I think you mean a 21 foot ladder.
All of those methods require time and resources to put in place. Even if/when these are used, a wall gives border patrol agents a chance to intervene.
Oops, yeah, 20-foot wall, 21-foot ladder. I don't know why I made this weird mistake when I typed my post. Thanks for letting me know.
My point is, regardless of time and resources, they will keep coming, as numerous as the jobs that are offered. Those jobs won't go unfilled, there will be always someone to take them. A wall will inconvenience them, sure, and they'll have to pay more money to the people smugglers who will get them through with the more creative methods, but they will keep coming. And the only study done to address the issue found that 50% of them come through legal entry points. What a wall will accomplish, is that a larger percentage of them will shift to the legal entry points, say 75%, and 25% of them will use the creative methods I've mentioned. But I'd be surprised if a wall actually has the power to decrease the number of illegal immigrants, by any significant degree.
The ONLY way to really stop illegal immigration is to stop offering jobs to illegal immigrants. We don't have a wall, but the lowest point of illegal immigration, with even a reversal, with more people leaving than coming in, coincided with our economic crisis when jobs became rare.
I'm very much against illegal immigration, and when I say so about a wall, I'm not being partisan. I'm just being logical. I want the best use of resources that can effectively dry out illegal immigration, and in my opinion, the best method is to focus on the job offers.
Focusing on physical barriers will just be an incentive for the people smugglers to further invest in more creative methods, and it will be worth their effort, because prices for their services will go up. But whether a Mexican prospective illegal immigrant pays $1,000 to a people smuggler or $2,000, it's irrelevant for us, Americans. That illegal alien will still come to our country, or if he can't afford it and won't come, someone else who can afford it will come in his place.
But if there are no jobs, why in the hell would they come? Those are economic migrants. They don't come because they love our hamburgers or the NFL. They come because they want the jobs. So it stands to logic that the attacking point to deal with the problem, is the job side of the equation.
The moment we seriously enforce our labor laws, with stiff penalties including cancellation of business license, disabling fines (of the going-out-of-business kind), and mandatory prison sentences for the CEOs and owners of the construction, hospitality, and farming companies that offer illegal jobs to these people, illegal immigration will come to a screeching halt.

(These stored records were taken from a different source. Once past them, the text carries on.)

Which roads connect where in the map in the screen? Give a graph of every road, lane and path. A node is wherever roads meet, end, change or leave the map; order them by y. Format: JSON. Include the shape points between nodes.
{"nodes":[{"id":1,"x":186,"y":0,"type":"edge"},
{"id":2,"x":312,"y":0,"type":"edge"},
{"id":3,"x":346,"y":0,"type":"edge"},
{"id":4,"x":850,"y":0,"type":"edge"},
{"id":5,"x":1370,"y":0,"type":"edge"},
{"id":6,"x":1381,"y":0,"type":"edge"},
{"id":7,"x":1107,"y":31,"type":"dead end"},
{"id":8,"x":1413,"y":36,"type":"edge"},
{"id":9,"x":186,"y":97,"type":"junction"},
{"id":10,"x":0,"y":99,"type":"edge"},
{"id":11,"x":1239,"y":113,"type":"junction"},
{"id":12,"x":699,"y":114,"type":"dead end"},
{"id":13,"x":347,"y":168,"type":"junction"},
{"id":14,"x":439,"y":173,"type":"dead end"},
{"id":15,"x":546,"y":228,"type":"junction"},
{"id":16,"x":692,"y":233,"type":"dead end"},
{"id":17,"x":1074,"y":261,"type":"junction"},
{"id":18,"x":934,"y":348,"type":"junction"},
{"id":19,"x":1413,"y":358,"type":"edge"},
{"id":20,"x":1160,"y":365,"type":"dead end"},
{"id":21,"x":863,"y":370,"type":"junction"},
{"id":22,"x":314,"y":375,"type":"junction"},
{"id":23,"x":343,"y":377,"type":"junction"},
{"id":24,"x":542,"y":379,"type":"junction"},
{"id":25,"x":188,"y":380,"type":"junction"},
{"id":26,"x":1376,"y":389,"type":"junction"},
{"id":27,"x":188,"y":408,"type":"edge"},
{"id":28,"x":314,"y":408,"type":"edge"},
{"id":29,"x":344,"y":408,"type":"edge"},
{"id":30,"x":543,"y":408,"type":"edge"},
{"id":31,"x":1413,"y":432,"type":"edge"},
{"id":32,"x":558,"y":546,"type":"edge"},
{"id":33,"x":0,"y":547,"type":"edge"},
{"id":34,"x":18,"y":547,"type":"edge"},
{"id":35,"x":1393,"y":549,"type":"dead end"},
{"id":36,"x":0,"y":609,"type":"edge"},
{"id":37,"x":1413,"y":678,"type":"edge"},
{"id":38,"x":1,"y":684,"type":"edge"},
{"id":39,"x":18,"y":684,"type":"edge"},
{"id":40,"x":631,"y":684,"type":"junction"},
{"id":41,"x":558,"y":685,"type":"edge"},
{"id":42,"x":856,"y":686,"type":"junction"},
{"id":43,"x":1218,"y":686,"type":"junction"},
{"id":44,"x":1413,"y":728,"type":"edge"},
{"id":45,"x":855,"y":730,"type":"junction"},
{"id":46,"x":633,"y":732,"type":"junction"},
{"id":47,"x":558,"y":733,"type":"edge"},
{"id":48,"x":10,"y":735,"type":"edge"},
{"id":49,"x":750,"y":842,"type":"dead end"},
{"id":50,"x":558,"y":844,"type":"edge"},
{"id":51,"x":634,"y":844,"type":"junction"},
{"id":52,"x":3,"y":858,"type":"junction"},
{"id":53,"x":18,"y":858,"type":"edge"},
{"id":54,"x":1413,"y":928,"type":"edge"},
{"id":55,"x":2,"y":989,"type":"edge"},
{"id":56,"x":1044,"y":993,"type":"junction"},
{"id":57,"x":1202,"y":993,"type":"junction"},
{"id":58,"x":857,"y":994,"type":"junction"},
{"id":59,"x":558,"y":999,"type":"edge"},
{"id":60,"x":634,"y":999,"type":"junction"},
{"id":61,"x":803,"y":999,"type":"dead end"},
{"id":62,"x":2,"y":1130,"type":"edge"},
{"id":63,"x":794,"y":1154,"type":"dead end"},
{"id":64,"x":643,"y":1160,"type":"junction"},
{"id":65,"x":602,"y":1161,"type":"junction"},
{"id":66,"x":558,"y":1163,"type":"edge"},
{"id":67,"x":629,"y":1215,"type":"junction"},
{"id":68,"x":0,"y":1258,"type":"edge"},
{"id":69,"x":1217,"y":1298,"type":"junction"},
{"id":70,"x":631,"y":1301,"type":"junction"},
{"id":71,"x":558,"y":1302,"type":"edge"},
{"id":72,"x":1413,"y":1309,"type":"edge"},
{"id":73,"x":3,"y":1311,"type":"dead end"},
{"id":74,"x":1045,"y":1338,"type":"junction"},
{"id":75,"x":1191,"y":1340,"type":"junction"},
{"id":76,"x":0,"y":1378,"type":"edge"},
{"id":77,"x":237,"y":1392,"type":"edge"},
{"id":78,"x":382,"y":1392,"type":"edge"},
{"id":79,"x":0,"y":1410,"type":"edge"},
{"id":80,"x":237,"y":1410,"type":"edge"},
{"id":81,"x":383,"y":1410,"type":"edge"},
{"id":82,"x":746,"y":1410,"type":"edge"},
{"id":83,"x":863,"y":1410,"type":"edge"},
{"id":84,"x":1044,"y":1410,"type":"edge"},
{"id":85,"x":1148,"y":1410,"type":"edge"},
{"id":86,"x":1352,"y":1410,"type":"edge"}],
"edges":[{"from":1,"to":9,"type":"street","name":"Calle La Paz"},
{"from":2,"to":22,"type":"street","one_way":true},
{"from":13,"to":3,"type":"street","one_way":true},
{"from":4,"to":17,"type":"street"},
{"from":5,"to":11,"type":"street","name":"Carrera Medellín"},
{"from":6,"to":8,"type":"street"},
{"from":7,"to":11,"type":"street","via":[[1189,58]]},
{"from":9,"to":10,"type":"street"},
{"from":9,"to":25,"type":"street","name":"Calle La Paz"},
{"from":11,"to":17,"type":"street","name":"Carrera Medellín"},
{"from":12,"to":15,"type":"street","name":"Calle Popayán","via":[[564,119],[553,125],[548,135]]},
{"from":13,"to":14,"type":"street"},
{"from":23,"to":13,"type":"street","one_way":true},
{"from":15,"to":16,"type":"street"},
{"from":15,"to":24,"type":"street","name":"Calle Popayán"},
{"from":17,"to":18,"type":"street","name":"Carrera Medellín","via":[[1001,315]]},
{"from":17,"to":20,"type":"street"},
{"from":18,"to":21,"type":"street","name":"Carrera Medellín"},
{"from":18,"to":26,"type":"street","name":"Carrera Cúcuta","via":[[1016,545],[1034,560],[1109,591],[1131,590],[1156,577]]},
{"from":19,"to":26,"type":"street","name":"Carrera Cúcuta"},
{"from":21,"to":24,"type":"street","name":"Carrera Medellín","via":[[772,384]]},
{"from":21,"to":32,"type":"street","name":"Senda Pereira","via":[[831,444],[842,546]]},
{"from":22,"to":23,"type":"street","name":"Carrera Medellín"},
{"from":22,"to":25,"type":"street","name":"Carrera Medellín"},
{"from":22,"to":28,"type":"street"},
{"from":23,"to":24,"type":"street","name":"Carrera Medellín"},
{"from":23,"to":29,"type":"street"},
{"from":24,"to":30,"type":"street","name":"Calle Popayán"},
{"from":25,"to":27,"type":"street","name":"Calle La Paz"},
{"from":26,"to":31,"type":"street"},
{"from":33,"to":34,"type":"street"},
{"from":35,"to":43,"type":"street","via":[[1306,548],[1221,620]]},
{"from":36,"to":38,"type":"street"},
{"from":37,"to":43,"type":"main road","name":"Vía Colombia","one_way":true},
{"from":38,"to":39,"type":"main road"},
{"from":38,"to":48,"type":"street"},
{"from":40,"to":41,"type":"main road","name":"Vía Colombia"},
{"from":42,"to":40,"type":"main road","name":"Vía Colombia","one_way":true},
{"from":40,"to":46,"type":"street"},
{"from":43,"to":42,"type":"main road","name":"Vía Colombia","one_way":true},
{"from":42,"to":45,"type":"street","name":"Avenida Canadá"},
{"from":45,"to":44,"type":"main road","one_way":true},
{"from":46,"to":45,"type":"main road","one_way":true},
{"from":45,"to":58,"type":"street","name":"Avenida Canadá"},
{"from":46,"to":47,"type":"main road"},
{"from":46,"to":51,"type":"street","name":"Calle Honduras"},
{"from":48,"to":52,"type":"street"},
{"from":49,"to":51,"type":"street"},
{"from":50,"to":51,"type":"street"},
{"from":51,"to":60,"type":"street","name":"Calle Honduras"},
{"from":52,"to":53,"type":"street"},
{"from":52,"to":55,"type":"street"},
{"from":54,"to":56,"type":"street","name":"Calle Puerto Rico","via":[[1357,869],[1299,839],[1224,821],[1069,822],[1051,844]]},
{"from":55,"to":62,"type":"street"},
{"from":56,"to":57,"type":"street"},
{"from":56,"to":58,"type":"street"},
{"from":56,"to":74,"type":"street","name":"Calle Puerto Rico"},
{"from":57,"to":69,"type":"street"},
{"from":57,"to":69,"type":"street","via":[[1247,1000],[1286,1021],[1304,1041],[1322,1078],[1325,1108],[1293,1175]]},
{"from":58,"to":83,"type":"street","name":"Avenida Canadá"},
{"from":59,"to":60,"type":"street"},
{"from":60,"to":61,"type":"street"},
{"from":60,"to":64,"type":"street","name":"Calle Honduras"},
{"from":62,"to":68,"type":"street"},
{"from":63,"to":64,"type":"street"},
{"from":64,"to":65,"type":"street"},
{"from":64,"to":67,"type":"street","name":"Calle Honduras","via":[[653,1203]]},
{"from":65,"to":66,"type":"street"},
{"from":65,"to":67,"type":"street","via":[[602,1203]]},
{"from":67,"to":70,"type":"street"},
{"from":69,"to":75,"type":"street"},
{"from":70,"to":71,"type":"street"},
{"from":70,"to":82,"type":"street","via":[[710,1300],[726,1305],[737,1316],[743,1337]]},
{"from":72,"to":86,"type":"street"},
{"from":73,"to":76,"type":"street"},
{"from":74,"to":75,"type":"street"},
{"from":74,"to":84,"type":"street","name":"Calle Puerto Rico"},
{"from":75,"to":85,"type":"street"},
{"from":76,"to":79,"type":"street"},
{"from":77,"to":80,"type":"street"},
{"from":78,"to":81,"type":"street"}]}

If billions need to be spent, I'd rather spend them dramatically increasing the capability of the Labor Department to enforce existing laws, and lobbying Congress to pass more laws making the penalties for the illegal job offers much more impressive.
We hear of raids to arrest illegal workers. We rarely - if ever - hear of the business owner who offered the jobs being thrown in jail.
Like I said, if money is well spent doing what I'm suggesting, and once it is fully accomplished, there is still money left for a wall, then by all means, let's build the wall. But primarily and firstly, I'd invest in curtailing the illegal job offers.